EXERCISE PROMPT. Every line below that has "thumb" in it should be copied.

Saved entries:
=-=-=-=-=

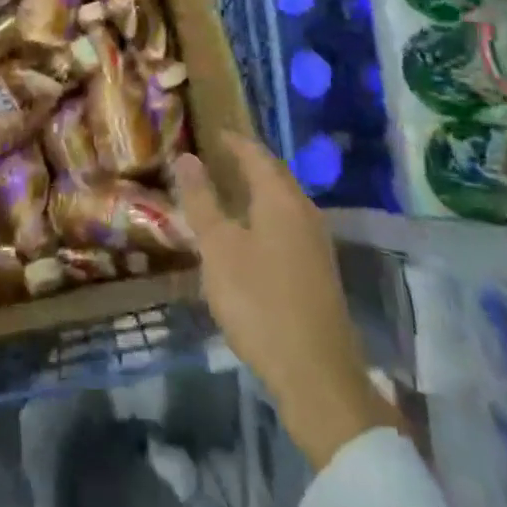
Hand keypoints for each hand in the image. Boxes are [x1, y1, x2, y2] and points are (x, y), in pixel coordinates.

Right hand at [174, 135, 402, 468]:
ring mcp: (316, 242)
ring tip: (228, 191)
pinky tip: (249, 235)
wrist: (317, 375)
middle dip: (247, 162)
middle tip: (217, 157)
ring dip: (257, 190)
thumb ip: (202, 201)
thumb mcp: (218, 249)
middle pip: (274, 175)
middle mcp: (304, 211)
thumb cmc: (259, 302)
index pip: (255, 154)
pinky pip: (288, 224)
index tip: (212, 132)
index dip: (233, 141)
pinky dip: (266, 215)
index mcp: (281, 198)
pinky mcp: (318, 270)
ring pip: (283, 201)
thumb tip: (187, 156)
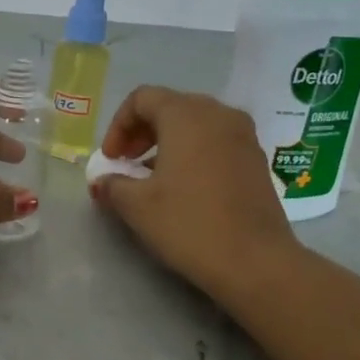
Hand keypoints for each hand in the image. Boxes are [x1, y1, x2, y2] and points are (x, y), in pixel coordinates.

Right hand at [90, 86, 296, 293]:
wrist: (255, 261)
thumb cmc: (189, 224)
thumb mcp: (137, 206)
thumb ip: (112, 185)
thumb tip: (103, 180)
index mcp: (186, 115)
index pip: (142, 98)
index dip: (118, 125)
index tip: (111, 160)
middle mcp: (218, 114)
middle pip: (170, 106)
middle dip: (142, 132)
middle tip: (126, 164)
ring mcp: (244, 136)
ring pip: (196, 124)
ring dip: (167, 143)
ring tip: (152, 178)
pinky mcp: (256, 160)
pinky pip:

=-=-=-=-=

SOLUTION.
thumb ip: (202, 201)
thumb mcp: (218, 249)
thumb cmc: (259, 302)
thumb tip: (187, 156)
thumb cmc: (189, 224)
thumb mcp: (137, 206)
thumb ip: (112, 185)
thumb tip: (103, 180)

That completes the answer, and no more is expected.